===== INPUT DATA =====
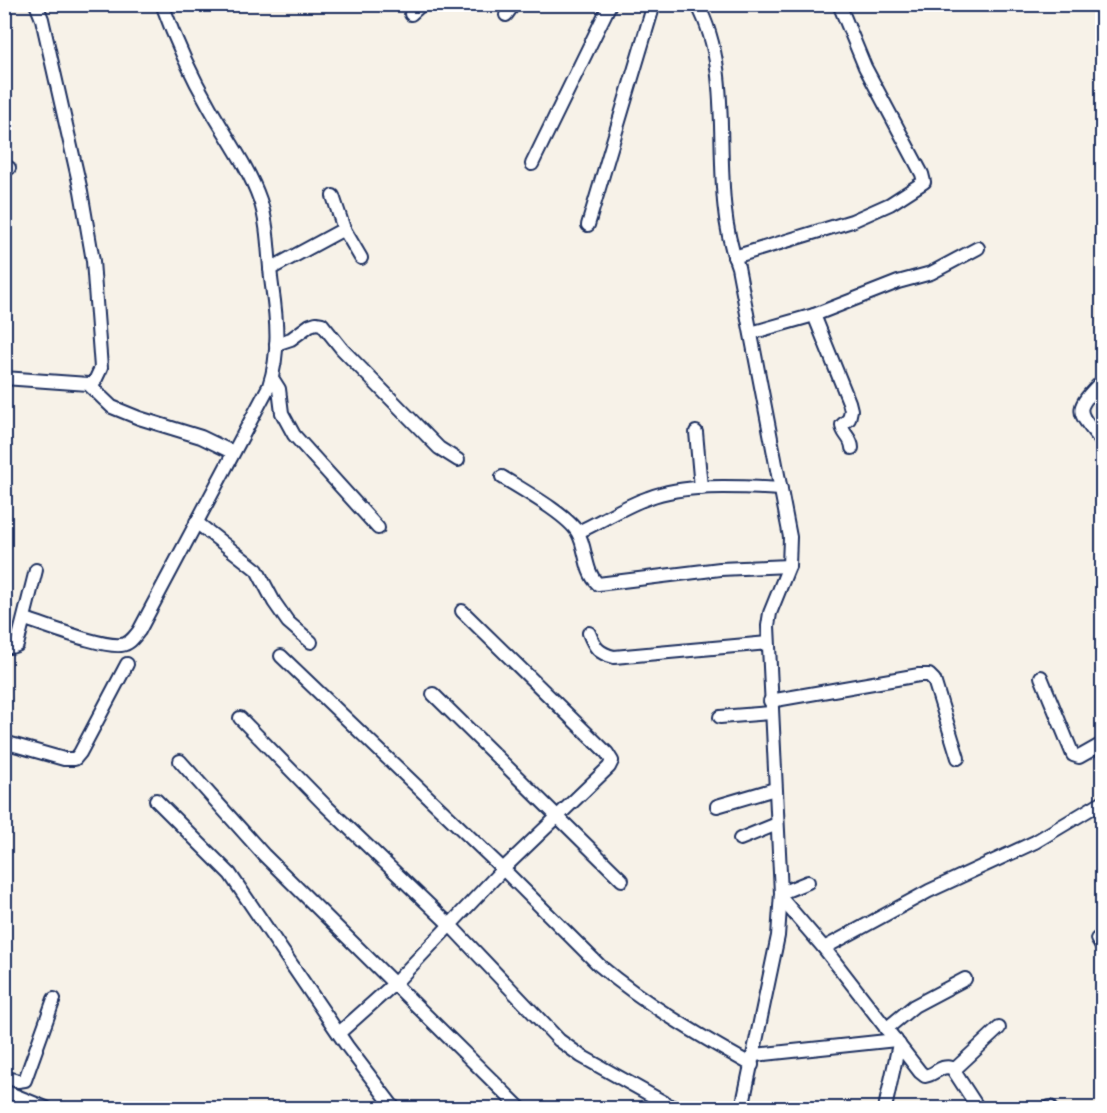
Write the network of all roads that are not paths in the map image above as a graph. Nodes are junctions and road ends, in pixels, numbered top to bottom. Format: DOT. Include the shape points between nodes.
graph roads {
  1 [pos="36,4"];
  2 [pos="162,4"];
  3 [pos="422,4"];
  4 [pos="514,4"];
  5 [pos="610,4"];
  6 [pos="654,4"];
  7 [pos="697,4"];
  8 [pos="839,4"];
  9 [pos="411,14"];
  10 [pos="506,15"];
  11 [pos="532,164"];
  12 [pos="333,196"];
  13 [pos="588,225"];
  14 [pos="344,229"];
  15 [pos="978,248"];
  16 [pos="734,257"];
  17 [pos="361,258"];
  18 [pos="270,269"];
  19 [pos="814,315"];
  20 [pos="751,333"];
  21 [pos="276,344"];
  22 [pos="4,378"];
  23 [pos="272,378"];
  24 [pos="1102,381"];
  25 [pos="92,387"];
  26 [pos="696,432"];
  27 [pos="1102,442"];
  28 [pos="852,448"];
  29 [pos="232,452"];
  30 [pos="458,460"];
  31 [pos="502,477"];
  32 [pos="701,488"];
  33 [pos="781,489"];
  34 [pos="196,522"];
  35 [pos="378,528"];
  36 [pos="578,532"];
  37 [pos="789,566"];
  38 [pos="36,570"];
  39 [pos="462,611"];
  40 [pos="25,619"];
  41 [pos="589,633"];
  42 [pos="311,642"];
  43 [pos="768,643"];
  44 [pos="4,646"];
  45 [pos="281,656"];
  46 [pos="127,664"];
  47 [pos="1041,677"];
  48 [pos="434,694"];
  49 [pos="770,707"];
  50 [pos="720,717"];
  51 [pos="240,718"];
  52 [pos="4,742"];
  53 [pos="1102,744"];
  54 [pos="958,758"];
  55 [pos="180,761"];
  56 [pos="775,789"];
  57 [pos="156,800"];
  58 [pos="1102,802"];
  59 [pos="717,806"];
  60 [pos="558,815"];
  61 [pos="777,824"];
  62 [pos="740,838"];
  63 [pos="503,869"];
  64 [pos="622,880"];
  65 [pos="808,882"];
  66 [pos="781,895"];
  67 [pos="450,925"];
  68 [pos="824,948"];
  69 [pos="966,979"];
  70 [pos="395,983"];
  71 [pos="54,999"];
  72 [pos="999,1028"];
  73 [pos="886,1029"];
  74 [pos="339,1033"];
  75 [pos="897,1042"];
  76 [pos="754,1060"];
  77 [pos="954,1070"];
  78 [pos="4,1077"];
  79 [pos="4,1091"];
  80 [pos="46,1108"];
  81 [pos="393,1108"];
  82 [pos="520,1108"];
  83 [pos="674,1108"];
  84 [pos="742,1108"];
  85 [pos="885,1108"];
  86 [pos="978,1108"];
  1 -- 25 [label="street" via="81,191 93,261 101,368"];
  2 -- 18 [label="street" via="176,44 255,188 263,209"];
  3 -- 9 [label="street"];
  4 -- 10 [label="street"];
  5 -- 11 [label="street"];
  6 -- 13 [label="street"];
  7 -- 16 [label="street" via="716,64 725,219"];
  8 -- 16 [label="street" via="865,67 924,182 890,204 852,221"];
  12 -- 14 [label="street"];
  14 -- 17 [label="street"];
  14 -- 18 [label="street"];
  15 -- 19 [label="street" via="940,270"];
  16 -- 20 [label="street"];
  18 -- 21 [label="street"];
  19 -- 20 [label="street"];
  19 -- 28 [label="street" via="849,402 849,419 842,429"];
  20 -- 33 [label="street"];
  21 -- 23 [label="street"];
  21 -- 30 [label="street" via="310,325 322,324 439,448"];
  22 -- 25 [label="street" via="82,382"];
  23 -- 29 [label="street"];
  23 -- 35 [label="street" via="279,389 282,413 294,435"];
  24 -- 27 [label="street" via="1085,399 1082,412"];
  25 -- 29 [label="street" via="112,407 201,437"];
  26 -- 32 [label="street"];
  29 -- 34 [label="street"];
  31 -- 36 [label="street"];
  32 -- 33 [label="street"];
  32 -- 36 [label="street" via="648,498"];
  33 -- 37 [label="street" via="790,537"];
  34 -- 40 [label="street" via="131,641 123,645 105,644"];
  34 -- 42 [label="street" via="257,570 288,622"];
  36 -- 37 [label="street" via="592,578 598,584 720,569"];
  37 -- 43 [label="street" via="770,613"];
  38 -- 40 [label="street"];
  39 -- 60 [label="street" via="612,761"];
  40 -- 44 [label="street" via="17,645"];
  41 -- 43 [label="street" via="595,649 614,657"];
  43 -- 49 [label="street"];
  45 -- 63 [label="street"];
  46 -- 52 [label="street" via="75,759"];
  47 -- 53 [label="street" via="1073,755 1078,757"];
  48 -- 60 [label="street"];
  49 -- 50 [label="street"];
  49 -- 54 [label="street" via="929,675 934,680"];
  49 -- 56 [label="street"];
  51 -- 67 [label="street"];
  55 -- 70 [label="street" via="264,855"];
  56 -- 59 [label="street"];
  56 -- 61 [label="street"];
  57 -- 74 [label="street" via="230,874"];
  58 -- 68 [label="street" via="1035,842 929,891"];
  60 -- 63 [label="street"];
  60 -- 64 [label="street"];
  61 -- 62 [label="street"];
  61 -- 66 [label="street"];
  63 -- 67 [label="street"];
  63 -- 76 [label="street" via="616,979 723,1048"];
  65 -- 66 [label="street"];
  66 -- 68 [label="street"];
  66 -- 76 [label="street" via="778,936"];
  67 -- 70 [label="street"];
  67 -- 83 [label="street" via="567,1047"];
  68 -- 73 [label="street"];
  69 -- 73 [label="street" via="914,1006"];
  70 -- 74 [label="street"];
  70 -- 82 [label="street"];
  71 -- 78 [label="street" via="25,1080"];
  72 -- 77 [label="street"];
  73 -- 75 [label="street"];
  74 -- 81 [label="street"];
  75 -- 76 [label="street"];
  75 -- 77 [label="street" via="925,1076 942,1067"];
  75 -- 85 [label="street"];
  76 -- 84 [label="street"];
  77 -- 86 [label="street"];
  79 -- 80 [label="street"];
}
=====
(GOAL OF THE EXERCISE): Transcribe each entry above exactly, apart from the pictures.

(ANSWER SECTION):
Write the network of all roads that are not paths in the map image above as a graph. Nodes are junctions and road ends, in pixels, numbered top to bottom. Format: DOT. Include the shape points between nodes.
graph roads {
  1 [pos="36,4"];
  2 [pos="162,4"];
  3 [pos="422,4"];
  4 [pos="514,4"];
  5 [pos="610,4"];
  6 [pos="654,4"];
  7 [pos="697,4"];
  8 [pos="839,4"];
  9 [pos="411,14"];
  10 [pos="506,15"];
  11 [pos="532,164"];
  12 [pos="333,196"];
  13 [pos="588,225"];
  14 [pos="344,229"];
  15 [pos="978,248"];
  16 [pos="734,257"];
  17 [pos="361,258"];
  18 [pos="270,269"];
  19 [pos="814,315"];
  20 [pos="751,333"];
  21 [pos="276,344"];
  22 [pos="4,378"];
  23 [pos="272,378"];
  24 [pos="1102,381"];
  25 [pos="92,387"];
  26 [pos="696,432"];
  27 [pos="1102,442"];
  28 [pos="852,448"];
  29 [pos="232,452"];
  30 [pos="458,460"];
  31 [pos="502,477"];
  32 [pos="701,488"];
  33 [pos="781,489"];
  34 [pos="196,522"];
  35 [pos="378,528"];
  36 [pos="578,532"];
  37 [pos="789,566"];
  38 [pos="36,570"];
  39 [pos="462,611"];
  40 [pos="25,619"];
  41 [pos="589,633"];
  42 [pos="311,642"];
  43 [pos="768,643"];
  44 [pos="4,646"];
  45 [pos="281,656"];
  46 [pos="127,664"];
  47 [pos="1041,677"];
  48 [pos="434,694"];
  49 [pos="770,707"];
  50 [pos="720,717"];
  51 [pos="240,718"];
  52 [pos="4,742"];
  53 [pos="1102,744"];
  54 [pos="958,758"];
  55 [pos="180,761"];
  56 [pos="775,789"];
  57 [pos="156,800"];
  58 [pos="1102,802"];
  59 [pos="717,806"];
  60 [pos="558,815"];
  61 [pos="777,824"];
  62 [pos="740,838"];
  63 [pos="503,869"];
  64 [pos="622,880"];
  65 [pos="808,882"];
  66 [pos="781,895"];
  67 [pos="450,925"];
  68 [pos="824,948"];
  69 [pos="966,979"];
  70 [pos="395,983"];
  71 [pos="54,999"];
  72 [pos="999,1028"];
  73 [pos="886,1029"];
  74 [pos="339,1033"];
  75 [pos="897,1042"];
  76 [pos="754,1060"];
  77 [pos="954,1070"];
  78 [pos="4,1077"];
  79 [pos="4,1091"];
  80 [pos="46,1108"];
  81 [pos="393,1108"];
  82 [pos="520,1108"];
  83 [pos="674,1108"];
  84 [pos="742,1108"];
  85 [pos="885,1108"];
  86 [pos="978,1108"];
  1 -- 25 [label="street" via="81,191 93,261 101,368"];
  2 -- 18 [label="street" via="176,44 255,188 263,209"];
  3 -- 9 [label="street"];
  4 -- 10 [label="street"];
  5 -- 11 [label="street"];
  6 -- 13 [label="street"];
  7 -- 16 [label="street" via="716,64 725,219"];
  8 -- 16 [label="street" via="865,67 924,182 890,204 852,221"];
  12 -- 14 [label="street"];
  14 -- 17 [label="street"];
  14 -- 18 [label="street"];
  15 -- 19 [label="street" via="940,270"];
  16 -- 20 [label="street"];
  18 -- 21 [label="street"];
  19 -- 20 [label="street"];
  19 -- 28 [label="street" via="849,402 849,419 842,429"];
  20 -- 33 [label="street"];
  21 -- 23 [label="street"];
  21 -- 30 [label="street" via="310,325 322,324 439,448"];
  22 -- 25 [label="street" via="82,382"];
  23 -- 29 [label="street"];
  23 -- 35 [label="street" via="279,389 282,413 294,435"];
  24 -- 27 [label="street" via="1085,399 1082,412"];
  25 -- 29 [label="street" via="112,407 201,437"];
  26 -- 32 [label="street"];
  29 -- 34 [label="street"];
  31 -- 36 [label="street"];
  32 -- 33 [label="street"];
  32 -- 36 [label="street" via="648,498"];
  33 -- 37 [label="street" via="790,537"];
  34 -- 40 [label="street" via="131,641 123,645 105,644"];
  34 -- 42 [label="street" via="257,570 288,622"];
  36 -- 37 [label="street" via="592,578 598,584 720,569"];
  37 -- 43 [label="street" via="770,613"];
  38 -- 40 [label="street"];
  39 -- 60 [label="street" via="612,761"];
  40 -- 44 [label="street" via="17,645"];
  41 -- 43 [label="street" via="595,649 614,657"];
  43 -- 49 [label="street"];
  45 -- 63 [label="street"];
  46 -- 52 [label="street" via="75,759"];
  47 -- 53 [label="street" via="1073,755 1078,757"];
  48 -- 60 [label="street"];
  49 -- 50 [label="street"];
  49 -- 54 [label="street" via="929,675 934,680"];
  49 -- 56 [label="street"];
  51 -- 67 [label="street"];
  55 -- 70 [label="street" via="264,855"];
  56 -- 59 [label="street"];
  56 -- 61 [label="street"];
  57 -- 74 [label="street" via="230,874"];
  58 -- 68 [label="street" via="1035,842 929,891"];
  60 -- 63 [label="street"];
  60 -- 64 [label="street"];
  61 -- 62 [label="street"];
  61 -- 66 [label="street"];
  63 -- 67 [label="street"];
  63 -- 76 [label="street" via="616,979 723,1048"];
  65 -- 66 [label="street"];
  66 -- 68 [label="street"];
  66 -- 76 [label="street" via="778,936"];
  67 -- 70 [label="street"];
  67 -- 83 [label="street" via="567,1047"];
  68 -- 73 [label="street"];
  69 -- 73 [label="street" via="914,1006"];
  70 -- 74 [label="street"];
  70 -- 82 [label="street"];
  71 -- 78 [label="street" via="25,1080"];
  72 -- 77 [label="street"];
  73 -- 75 [label="street"];
  74 -- 81 [label="street"];
  75 -- 76 [label="street"];
  75 -- 77 [label="street" via="925,1076 942,1067"];
  75 -- 85 [label="street"];
  76 -- 84 [label="street"];
  77 -- 86 [label="street"];
  79 -- 80 [label="street"];
}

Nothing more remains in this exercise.